I had previously noted a situation in which an ad for a volunteer (i.e., unpaid) postdoc position requiring 2-3 years of prior experience was posted in the San Diego area.

A bit by David Wagner (@david_r_wagner) on the KPBS site specifies:

Well, it wasn’t a joke. But it wasn’t exactly straight-forward, either.

The job listing was vague from the get-go. Who exactly was hiring? The only details given were “lab in La Jolla.”

Well, there are lots of labs in La Jolla. So I had to do some digging to find out which one posted this, and I found out that the listing was posted by a researcher named Laura Crotty Alexander. She’s a physician at the VA San Diego Healthcare System who doubles as a UCSD faculty member. I couldn’t reach her for comment.

If Alexander’s listing looked like a terrible opportunity, that’s by design, according to VA chief of staff Robert Smith.

“Frankly, what she was trying to do was make it look unappealing,” Smith said. “Because she was trying to create an advertisement that nobody would apply to.”

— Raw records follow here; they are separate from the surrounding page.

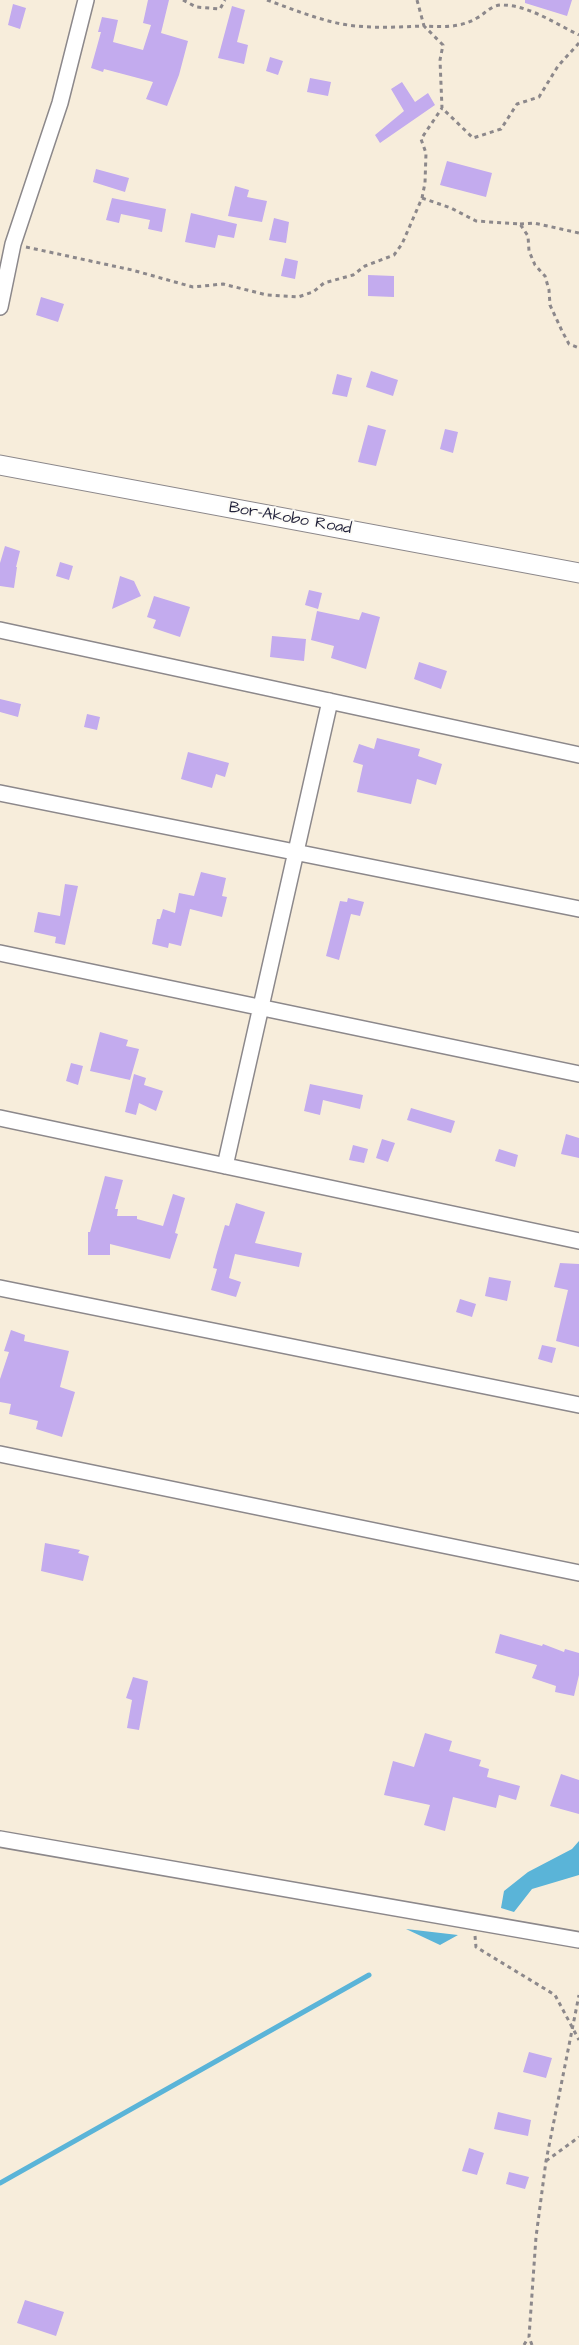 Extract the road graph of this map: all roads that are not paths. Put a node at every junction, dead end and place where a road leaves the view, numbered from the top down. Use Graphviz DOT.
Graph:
graph roads {
  1 [pos="86,0"];
  2 [pos="0,307"];
  3 [pos="0,466"];
  4 [pos="579,573"];
  5 [pos="0,630"];
  6 [pos="330,701"];
  7 [pos="579,755"];
  8 [pos="0,792"];
  9 [pos="298,852"];
  10 [pos="579,909"];
  11 [pos="0,953"];
  12 [pos="260,1006"];
  13 [pos="579,1074"];
  14 [pos="0,1118"];
  15 [pos="225,1166"];
  16 [pos="579,1241"];
  17 [pos="0,1288"];
  18 [pos="579,1405"];
  19 [pos="0,1454"];
  20 [pos="579,1572"];
  21 [pos="0,1839"];
  22 [pos="579,1940"];
  1 -- 2 [label="street"];
  3 -- 4 [label="street, Bor-Akobo Road"];
  5 -- 6 [label="street"];
  6 -- 7 [label="street"];
  6 -- 9 [label="street"];
  8 -- 9 [label="street"];
  9 -- 10 [label="street"];
  9 -- 12 [label="street"];
  11 -- 12 [label="street"];
  12 -- 13 [label="street"];
  12 -- 15 [label="street"];
  14 -- 15 [label="street"];
  15 -- 16 [label="street"];
  17 -- 18 [label="street"];
  19 -- 20 [label="street"];
  21 -- 22 [label="street"];
} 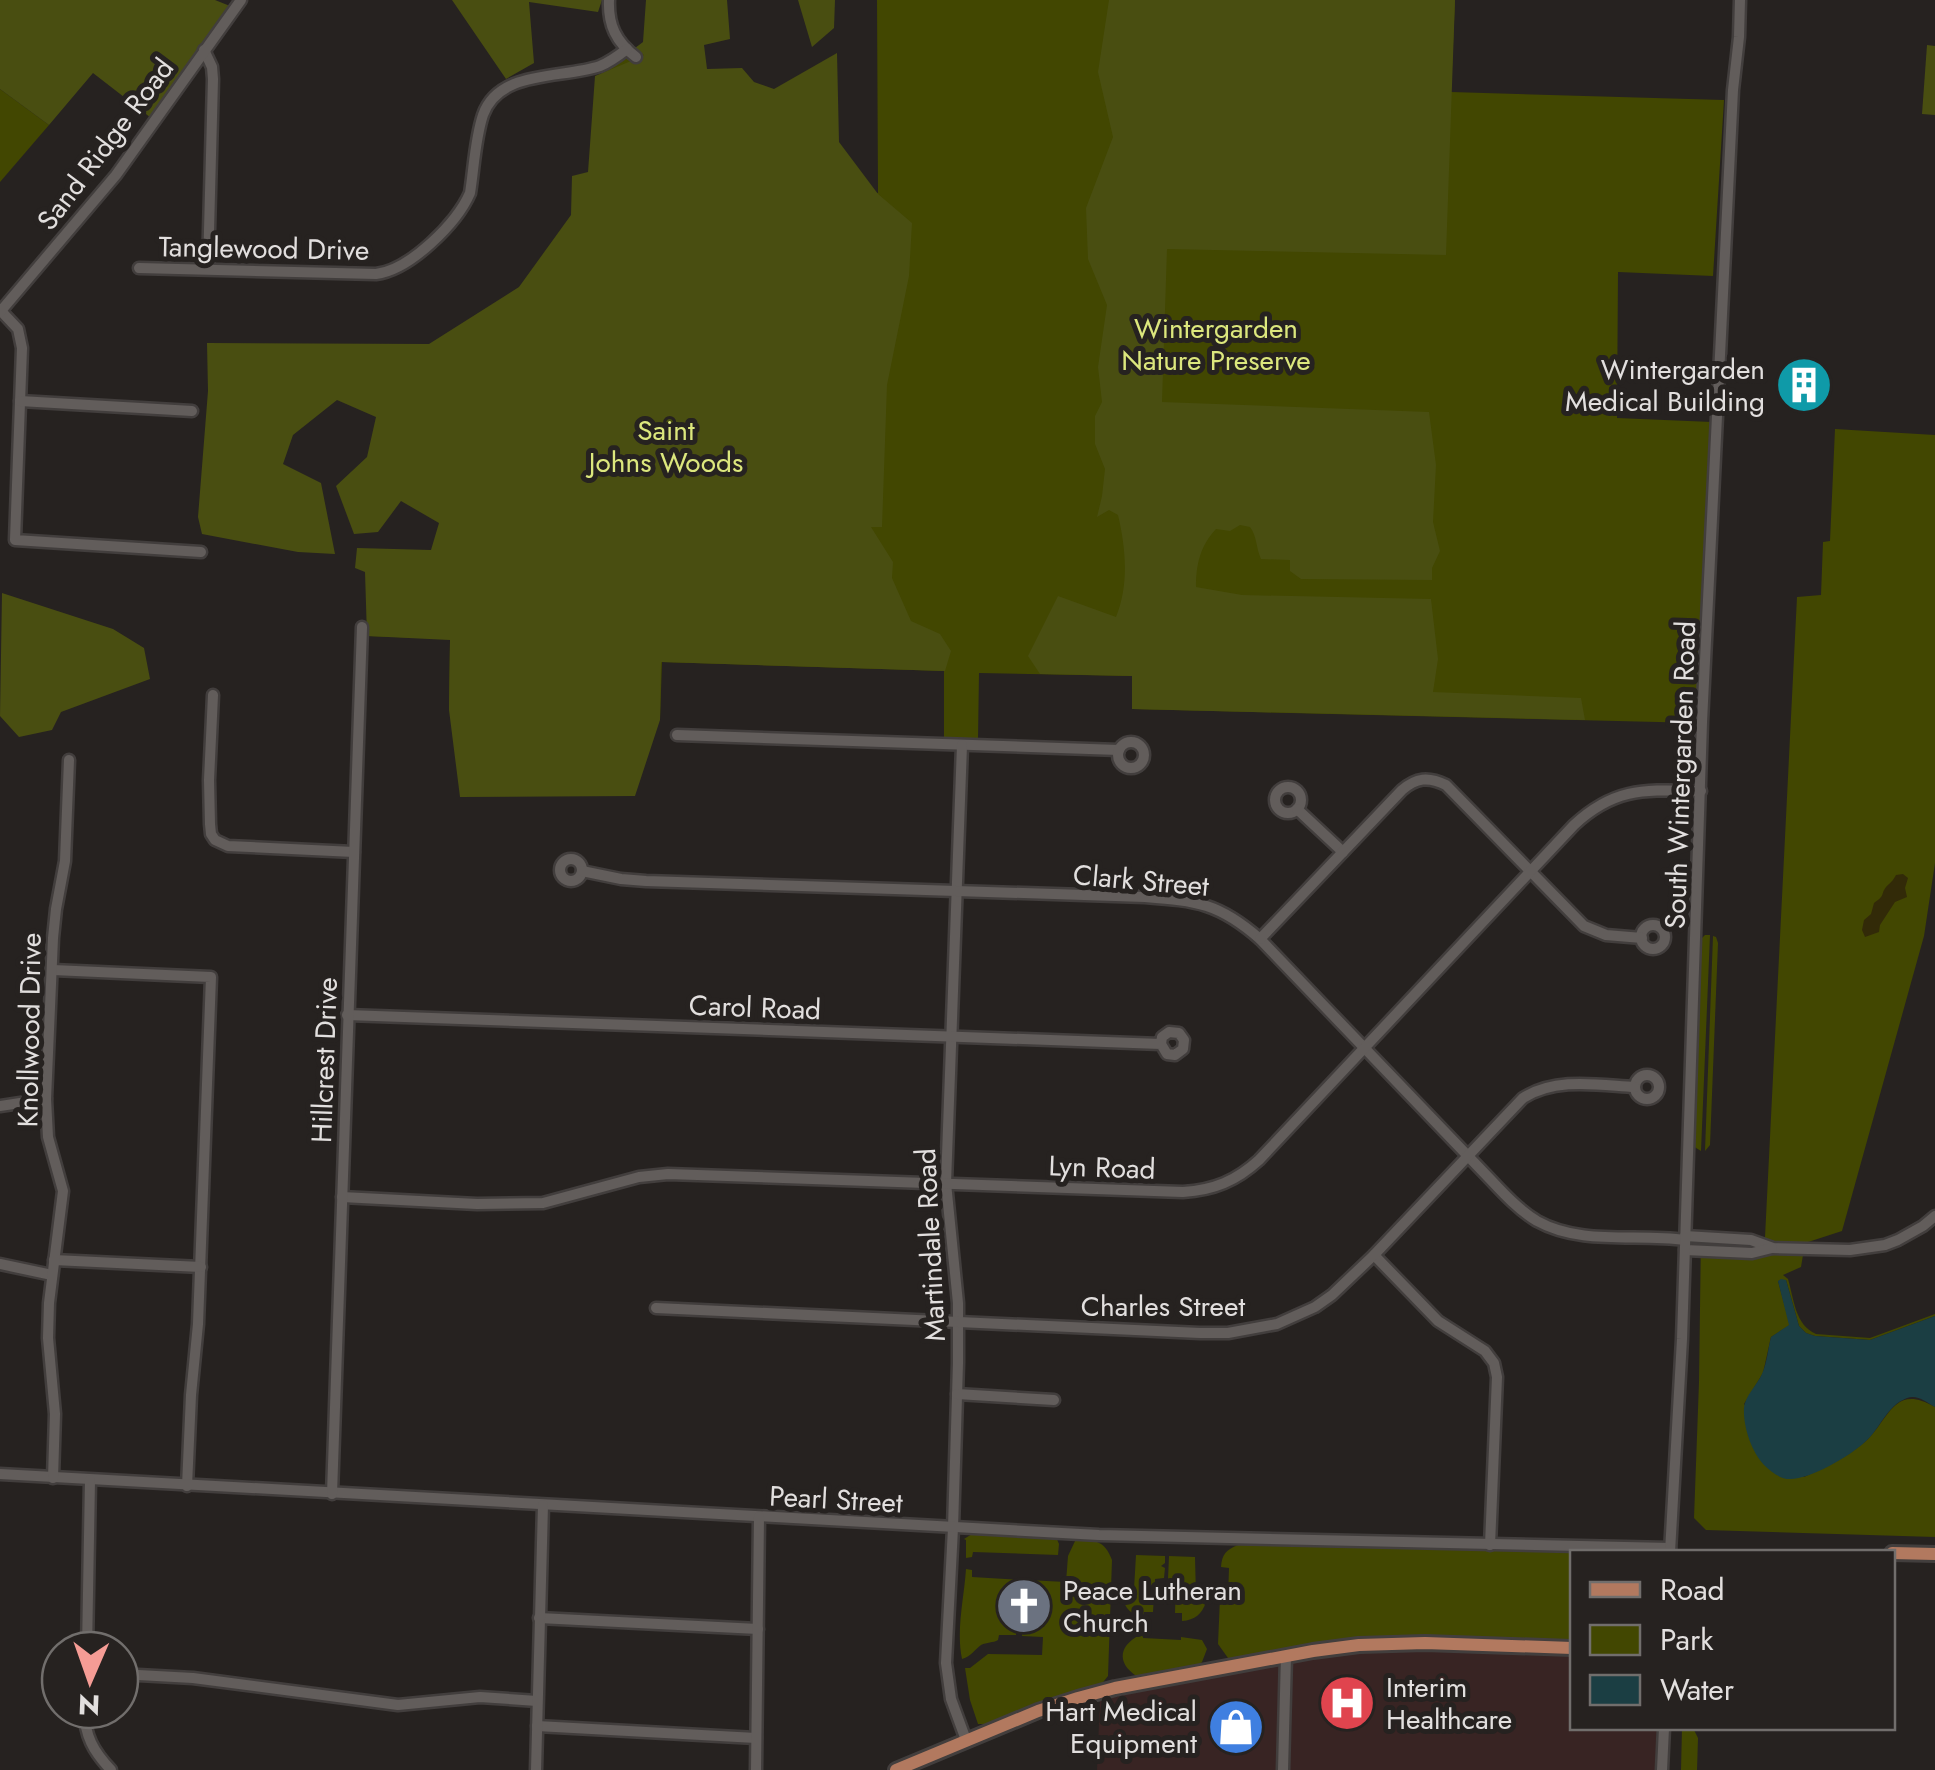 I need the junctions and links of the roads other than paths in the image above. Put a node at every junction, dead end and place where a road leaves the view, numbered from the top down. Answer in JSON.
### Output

You see, the VA lab already had someone in mind for the position: a postdoc from Egypt who actually volunteered to work for free.

The reporter further specified:
https://twitter.com/david_r_wagner/status/393772981870006273

which in my view is a far from uncommon situation. I’ve received inquiries about working in my lab under similar circumstances.

This is wrong.

You know how I feel about unpaid internships.
Unpaid internships are a systemic labor exploitation scam- yes, in science labs too.

That was written in the context of undergraduate “interns”. Imagine the magnitude of my distaste for exploiting a PhD with 2-3 years of postdoctoral experience. It is wrong.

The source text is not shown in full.